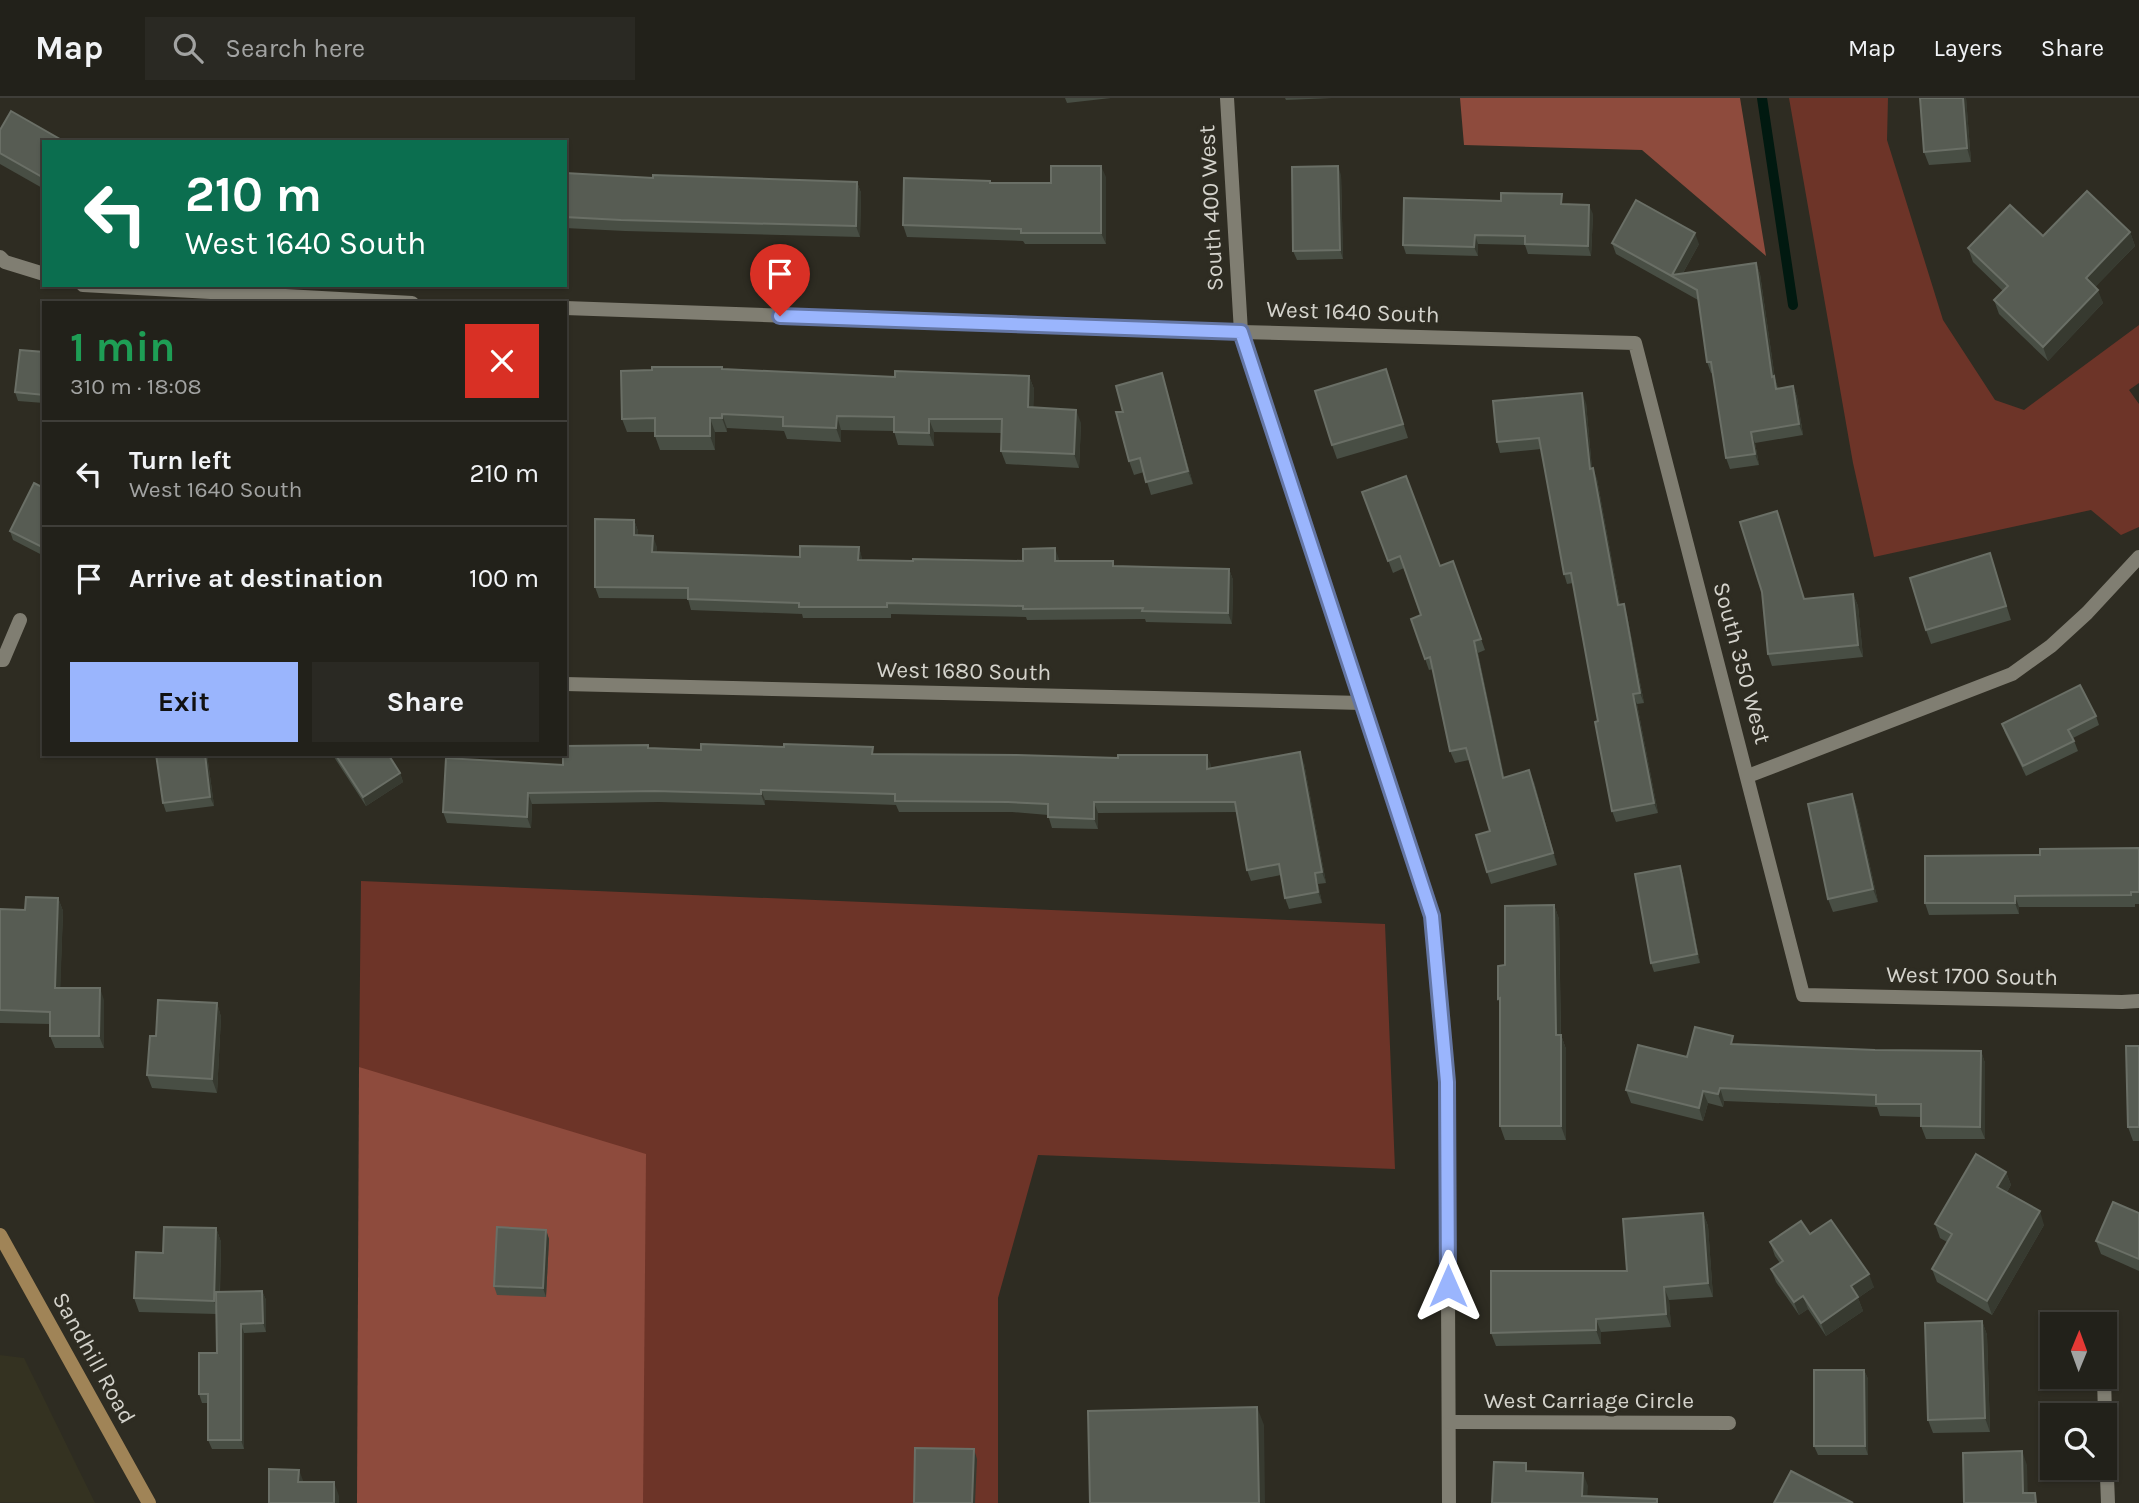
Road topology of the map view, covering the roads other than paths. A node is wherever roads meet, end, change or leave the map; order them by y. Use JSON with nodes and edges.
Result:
========================================================================
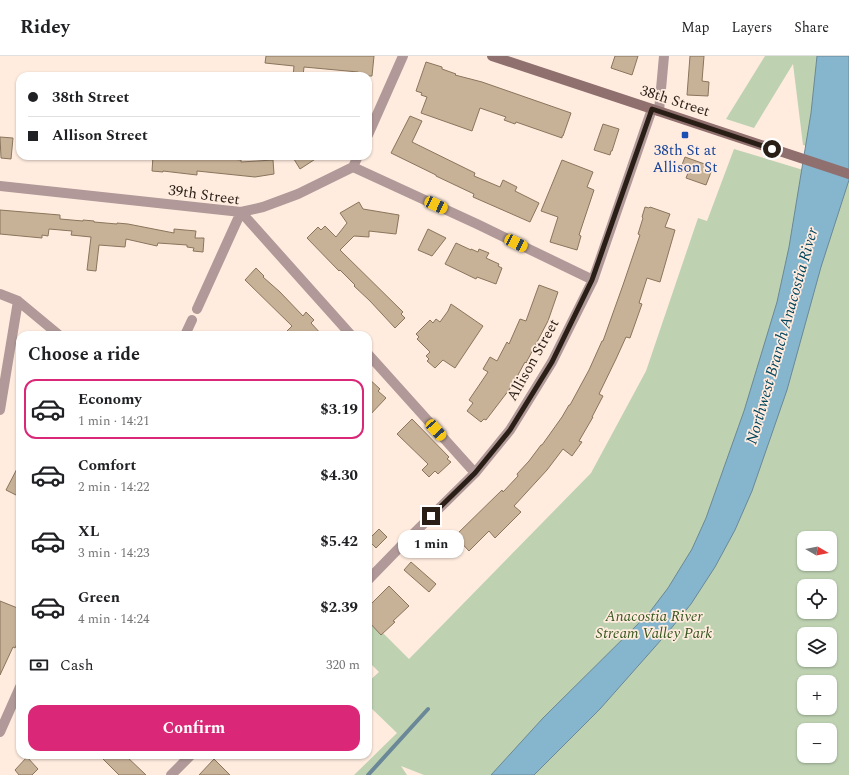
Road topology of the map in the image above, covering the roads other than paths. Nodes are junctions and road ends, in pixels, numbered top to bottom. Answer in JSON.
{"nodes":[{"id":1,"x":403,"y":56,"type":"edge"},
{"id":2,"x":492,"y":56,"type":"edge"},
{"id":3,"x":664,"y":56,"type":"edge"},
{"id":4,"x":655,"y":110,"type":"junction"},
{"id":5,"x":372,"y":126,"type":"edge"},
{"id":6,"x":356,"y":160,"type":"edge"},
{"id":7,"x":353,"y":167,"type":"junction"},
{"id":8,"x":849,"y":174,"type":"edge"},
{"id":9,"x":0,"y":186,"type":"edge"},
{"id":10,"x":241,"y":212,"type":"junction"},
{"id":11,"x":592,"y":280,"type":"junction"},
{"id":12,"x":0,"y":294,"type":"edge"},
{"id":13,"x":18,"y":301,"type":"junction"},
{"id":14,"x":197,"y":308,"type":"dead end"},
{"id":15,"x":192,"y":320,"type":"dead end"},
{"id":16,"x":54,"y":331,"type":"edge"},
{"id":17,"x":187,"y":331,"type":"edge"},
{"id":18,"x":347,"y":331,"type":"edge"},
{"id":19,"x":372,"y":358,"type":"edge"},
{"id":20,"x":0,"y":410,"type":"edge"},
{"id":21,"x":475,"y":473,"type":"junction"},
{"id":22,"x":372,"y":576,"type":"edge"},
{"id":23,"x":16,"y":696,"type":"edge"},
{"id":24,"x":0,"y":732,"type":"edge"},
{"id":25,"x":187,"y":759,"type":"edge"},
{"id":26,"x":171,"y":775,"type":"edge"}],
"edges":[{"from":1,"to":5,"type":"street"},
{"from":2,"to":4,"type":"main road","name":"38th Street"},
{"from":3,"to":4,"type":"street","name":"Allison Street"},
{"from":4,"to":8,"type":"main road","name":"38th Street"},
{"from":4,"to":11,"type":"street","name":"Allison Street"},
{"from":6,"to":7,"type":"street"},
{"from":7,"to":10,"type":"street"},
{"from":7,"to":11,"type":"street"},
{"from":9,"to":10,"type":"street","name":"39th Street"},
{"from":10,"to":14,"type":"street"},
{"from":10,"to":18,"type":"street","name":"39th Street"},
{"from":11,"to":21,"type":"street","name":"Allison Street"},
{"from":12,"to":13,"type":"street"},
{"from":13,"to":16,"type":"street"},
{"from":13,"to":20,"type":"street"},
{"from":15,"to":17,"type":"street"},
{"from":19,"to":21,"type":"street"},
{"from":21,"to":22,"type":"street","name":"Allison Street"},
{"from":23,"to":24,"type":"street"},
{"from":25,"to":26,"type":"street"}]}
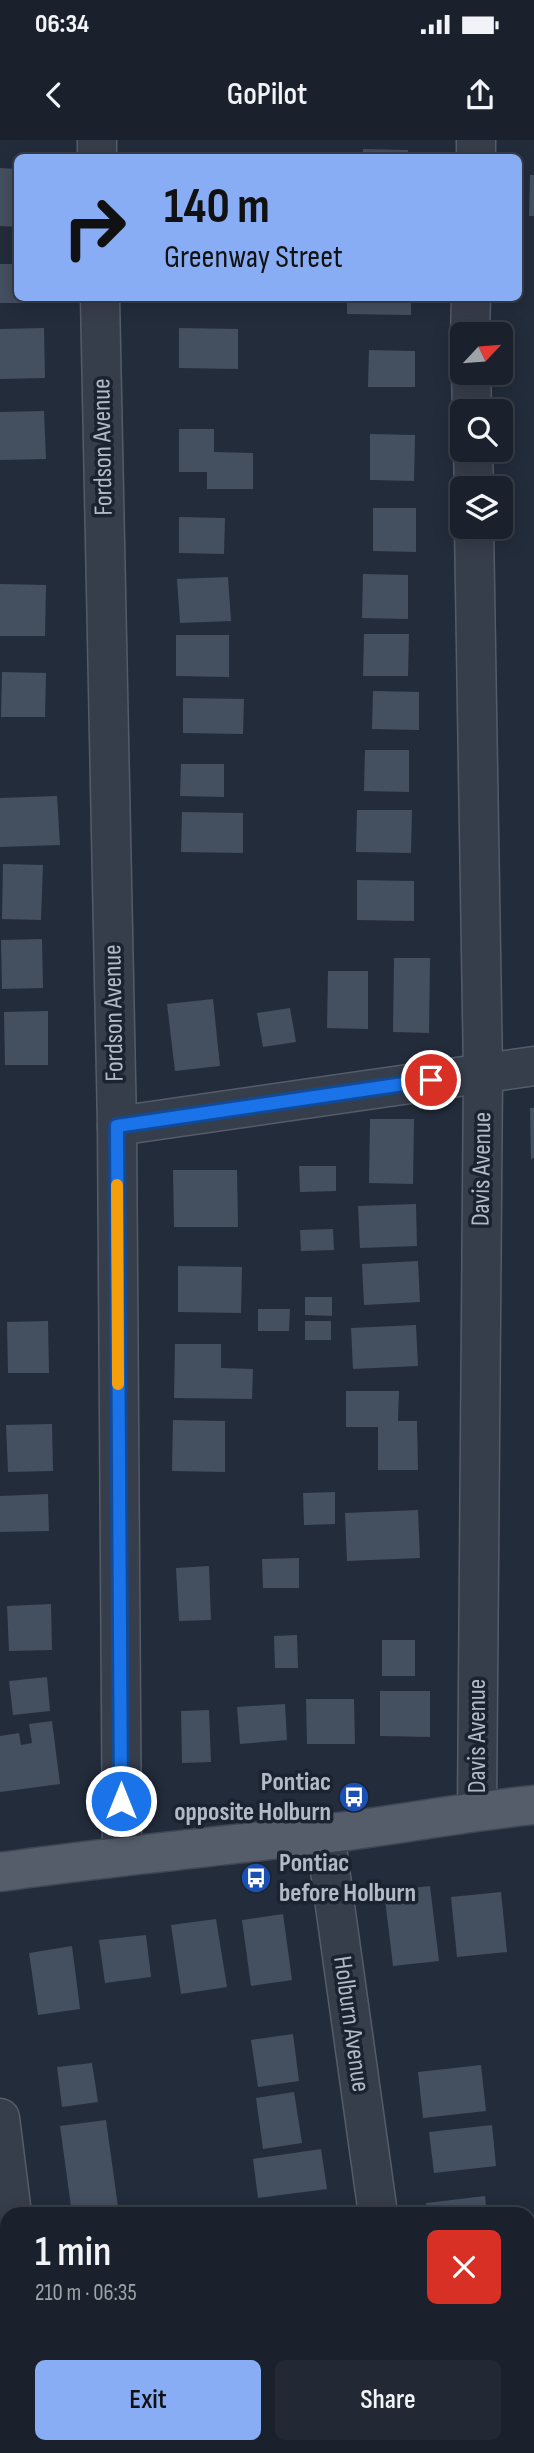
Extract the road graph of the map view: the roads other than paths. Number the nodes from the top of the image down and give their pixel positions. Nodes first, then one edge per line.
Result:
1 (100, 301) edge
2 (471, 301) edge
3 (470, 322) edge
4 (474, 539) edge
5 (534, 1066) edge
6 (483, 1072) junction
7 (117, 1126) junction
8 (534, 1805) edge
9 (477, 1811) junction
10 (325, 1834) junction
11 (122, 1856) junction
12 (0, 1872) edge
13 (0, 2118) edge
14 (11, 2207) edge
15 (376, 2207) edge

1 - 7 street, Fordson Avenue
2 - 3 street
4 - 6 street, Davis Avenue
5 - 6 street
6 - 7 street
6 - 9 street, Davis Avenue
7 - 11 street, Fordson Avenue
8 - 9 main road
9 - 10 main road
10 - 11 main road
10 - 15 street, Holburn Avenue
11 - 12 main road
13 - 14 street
========================================================================
# Problem requirements
Copy each line of the listing that carries the word "view".

# Finished task
Road topology of the map view, covering the roads other than paths. A node is wherever roads meet, end, change or leave the map; order them by y. Use JSON with nodes and edges.
Extract the road graph of the map view: the roads other than paths. Number the nodes from the top of the image down and give their pixel positions. Nodes first, then one edge per line.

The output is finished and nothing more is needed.